Sure I guess there is nothing in the concept of the cube that necessitates it to be called a certain letter, but giving a certain type of cube a letter helps us refer to it. It's like names. If I called you 'johnfan' no one would know wtf I'm talking about.

Considering how the predominant cube naming system is the same as the one we use here, it would really be your loss to allow your sellers to give certain models arbitrary letters.


----------



## calvinfan (May 4, 2009)

pentrixter said:


> Sure I guess there is nothing in the concept of the cube that necessitates it to be called a certain letter, but giving a certain type of cube a letter helps us refer to it. It's like names. If I called you 'johnfan' no one would know wtf I'm talking about.
> 
> Considering how the predominant cube naming system is the same as the one we use here, it would really be your loss to allow your sellers to give certain models arbitrary letters.


Yes, i agree to you. The factories themself only have give their cubes chinese names, like 國甲, 國乙, 國丙, 國優, 國威, 聖恩..using their factory. No A, B, C ....Z names. So, the sellers define the names in English letter by themselves. There are no official department for the naming. Hope you understand.


----------



## Michael_Wee (May 4, 2009)

i have not met calvin before but i have bought a mefferts 4x4 and a type a from his store in hong kong before and if you happen to pass by hong kong just drop by and visit his store it is in the causeway bay which is a popular shopping destination in hong kong


----------



## calvinfan (May 4, 2009)

Michael_Wee said:


> i have not met calvin before but i have bought a mefferts 4x4 and a type a from his store in hong kong before and if you happen to pass by hong kong just drop by and visit his store it is in the causeway bay which is a popular shopping destination in hong kong


Thanks your purchase and support.


----------



## crazyasianskills (May 4, 2009)

So are you saying you are not allowed to change the names of the products? Or maybe put the ones we use in parantheses or something? 
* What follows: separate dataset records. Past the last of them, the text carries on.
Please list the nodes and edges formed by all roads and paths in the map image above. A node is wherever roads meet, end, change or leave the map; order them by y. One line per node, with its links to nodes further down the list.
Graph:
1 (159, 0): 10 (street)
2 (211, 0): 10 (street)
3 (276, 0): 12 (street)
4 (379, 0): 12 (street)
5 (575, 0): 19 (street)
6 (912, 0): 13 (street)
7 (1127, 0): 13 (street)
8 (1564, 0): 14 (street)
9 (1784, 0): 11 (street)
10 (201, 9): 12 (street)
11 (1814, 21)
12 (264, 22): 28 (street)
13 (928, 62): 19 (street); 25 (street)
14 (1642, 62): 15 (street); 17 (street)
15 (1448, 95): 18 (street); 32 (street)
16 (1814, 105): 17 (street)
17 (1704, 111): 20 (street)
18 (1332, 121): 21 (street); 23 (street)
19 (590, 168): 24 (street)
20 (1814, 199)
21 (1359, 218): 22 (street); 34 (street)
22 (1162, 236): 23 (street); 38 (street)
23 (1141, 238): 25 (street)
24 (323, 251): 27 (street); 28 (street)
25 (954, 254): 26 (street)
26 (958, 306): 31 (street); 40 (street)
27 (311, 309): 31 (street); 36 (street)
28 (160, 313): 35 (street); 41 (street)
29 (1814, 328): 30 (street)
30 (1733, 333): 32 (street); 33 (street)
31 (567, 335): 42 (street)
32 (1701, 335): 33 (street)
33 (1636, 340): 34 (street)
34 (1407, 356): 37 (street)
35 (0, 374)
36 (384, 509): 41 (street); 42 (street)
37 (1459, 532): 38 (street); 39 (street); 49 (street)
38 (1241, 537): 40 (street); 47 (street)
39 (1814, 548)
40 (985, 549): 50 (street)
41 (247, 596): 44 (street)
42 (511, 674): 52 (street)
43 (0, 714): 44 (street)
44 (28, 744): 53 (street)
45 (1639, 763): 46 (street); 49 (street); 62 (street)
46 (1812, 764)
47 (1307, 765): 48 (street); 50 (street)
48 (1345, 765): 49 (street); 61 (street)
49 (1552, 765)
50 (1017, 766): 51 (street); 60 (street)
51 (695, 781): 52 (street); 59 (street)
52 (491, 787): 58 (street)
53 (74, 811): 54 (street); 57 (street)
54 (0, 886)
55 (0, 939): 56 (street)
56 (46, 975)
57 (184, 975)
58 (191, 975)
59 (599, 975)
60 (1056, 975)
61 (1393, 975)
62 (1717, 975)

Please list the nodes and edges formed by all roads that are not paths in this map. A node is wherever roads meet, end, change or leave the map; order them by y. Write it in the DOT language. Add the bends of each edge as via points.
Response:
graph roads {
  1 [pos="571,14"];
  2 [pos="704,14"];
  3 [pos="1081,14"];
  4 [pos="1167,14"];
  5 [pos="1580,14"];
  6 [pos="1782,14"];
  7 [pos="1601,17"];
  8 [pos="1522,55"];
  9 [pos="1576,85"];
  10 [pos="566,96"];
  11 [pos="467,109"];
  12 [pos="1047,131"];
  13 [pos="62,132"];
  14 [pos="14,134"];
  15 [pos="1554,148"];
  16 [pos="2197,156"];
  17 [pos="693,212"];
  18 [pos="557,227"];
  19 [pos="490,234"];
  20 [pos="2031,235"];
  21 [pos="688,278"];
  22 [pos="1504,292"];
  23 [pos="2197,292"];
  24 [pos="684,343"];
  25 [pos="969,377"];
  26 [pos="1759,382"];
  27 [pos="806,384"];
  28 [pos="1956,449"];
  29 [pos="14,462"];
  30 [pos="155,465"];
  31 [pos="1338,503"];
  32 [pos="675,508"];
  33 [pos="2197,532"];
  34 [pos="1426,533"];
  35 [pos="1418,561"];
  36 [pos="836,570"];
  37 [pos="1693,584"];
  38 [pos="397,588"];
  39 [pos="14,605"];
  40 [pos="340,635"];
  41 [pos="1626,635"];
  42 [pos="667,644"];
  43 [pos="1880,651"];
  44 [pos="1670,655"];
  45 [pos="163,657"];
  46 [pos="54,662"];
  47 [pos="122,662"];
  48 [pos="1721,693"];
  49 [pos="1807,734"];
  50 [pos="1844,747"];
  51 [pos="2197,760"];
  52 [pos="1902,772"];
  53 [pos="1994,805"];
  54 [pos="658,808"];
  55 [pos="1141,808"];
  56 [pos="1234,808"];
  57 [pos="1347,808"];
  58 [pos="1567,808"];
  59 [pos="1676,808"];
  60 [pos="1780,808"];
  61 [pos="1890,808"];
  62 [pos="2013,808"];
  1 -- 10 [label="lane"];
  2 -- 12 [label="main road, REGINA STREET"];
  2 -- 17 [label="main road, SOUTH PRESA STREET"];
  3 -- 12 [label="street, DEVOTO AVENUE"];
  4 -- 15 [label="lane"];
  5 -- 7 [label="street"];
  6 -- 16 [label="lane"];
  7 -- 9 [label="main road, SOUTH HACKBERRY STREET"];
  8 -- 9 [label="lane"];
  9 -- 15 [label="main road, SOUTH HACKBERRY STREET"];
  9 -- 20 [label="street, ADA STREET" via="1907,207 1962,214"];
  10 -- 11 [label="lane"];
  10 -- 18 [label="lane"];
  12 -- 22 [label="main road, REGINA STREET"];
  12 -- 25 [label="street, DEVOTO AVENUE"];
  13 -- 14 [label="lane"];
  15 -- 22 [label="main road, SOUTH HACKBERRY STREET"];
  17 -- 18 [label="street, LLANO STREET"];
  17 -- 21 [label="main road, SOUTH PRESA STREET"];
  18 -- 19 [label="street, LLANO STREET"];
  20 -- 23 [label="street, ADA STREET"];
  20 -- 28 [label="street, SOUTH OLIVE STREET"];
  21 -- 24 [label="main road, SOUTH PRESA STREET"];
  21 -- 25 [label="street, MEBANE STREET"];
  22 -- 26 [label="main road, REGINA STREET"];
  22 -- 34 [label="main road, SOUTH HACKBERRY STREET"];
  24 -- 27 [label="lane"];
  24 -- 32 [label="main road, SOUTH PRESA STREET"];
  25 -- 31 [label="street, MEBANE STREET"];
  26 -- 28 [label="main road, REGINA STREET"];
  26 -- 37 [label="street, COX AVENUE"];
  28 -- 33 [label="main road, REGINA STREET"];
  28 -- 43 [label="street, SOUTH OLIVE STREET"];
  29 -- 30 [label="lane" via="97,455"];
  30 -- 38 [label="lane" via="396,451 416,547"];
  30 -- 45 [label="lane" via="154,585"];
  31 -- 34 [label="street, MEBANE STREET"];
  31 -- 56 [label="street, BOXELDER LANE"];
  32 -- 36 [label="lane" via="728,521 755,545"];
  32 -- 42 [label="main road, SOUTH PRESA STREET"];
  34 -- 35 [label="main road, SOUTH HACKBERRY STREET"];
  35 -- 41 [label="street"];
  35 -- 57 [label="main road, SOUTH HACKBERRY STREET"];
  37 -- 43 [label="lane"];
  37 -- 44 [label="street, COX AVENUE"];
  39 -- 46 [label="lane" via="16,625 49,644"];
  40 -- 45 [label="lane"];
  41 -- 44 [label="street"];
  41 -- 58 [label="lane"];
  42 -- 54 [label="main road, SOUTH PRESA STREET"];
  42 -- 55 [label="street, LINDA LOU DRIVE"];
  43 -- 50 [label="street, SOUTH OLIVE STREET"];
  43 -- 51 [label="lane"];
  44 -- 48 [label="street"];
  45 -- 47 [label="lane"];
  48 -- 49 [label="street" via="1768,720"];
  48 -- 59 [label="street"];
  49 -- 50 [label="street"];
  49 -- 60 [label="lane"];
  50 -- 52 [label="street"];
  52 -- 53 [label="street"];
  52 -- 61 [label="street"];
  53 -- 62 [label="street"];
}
Just throwing out ideas, not everyone can tell what cubes they are by looking at the hardware.


----------



## (X) (May 4, 2009)

I think most speedcubers are used to the C4Y names on the cubes so I think it would be a smart move to change the names of the cubes both you and C4Y have to match eachother and then name the rest G,H, ...
You will probably get more customers this way


----------



## DAE_JA_VOO (May 4, 2009)

The prices are nuts IMO. $40 for a void? I got two voids from Hidetoshi for $15 each, including shipping = $30 for two voids, from Hidetoshi himself.


----------



## calvinfan (May 5, 2009)

(X) said:


> I think most speedcubers are used to the C4Y names on the cubes so I think it would be a smart move to change the names of the cubes both you and C4Y have to match eachother and then name the rest G,H, ...
> You will probably get more customers this way



It sounds a good idea. I try to do so. By that way, I am doing retail and wholesales in Hong Kong and China. I have many cubes that C4U not carrrying. It is hard to match him that he does not carry.


----------



## JTW2007 (May 5, 2009)

The people on this forum can probably identify any cube that cubeforyou doesn't sell. I think it would be great if you could match the ones that you both sell and then ask on here for identification of the others.


----------



## Rodrigo Piaggio (Jun 1, 2009)

I found this:






Have really nice puzzles.


----------



## DcF1337 (Jun 1, 2009)

Nice video. I think it would be really, really awesome to be able to walk into a store and see all those puzzles before deciding to buy anything.


----------



## pentrixter (Jun 1, 2009)

Very nice video. Did you manage to see what types of 3x3x3s they sell?


----------



## AndyK (Jun 4, 2009)

It would be so amazing if even one non-online store in the US carried a cube with adjustable tension or anything from Mefferts


----------



## Poke (Jun 4, 2009)

I wish I had the money to invest on that sort of store.


----------



## Stefan (Jun 4, 2009)

AndyK said:


> It would be so amazing if even one non-online store in the US carried a cube with adjustable tension or anything from Mefferts


You could check this one out:
http://www.thegamespeopleplaycambridge.com/

It was great when I was there, but I don't exactly remember what they had and it might've changed by now.


----------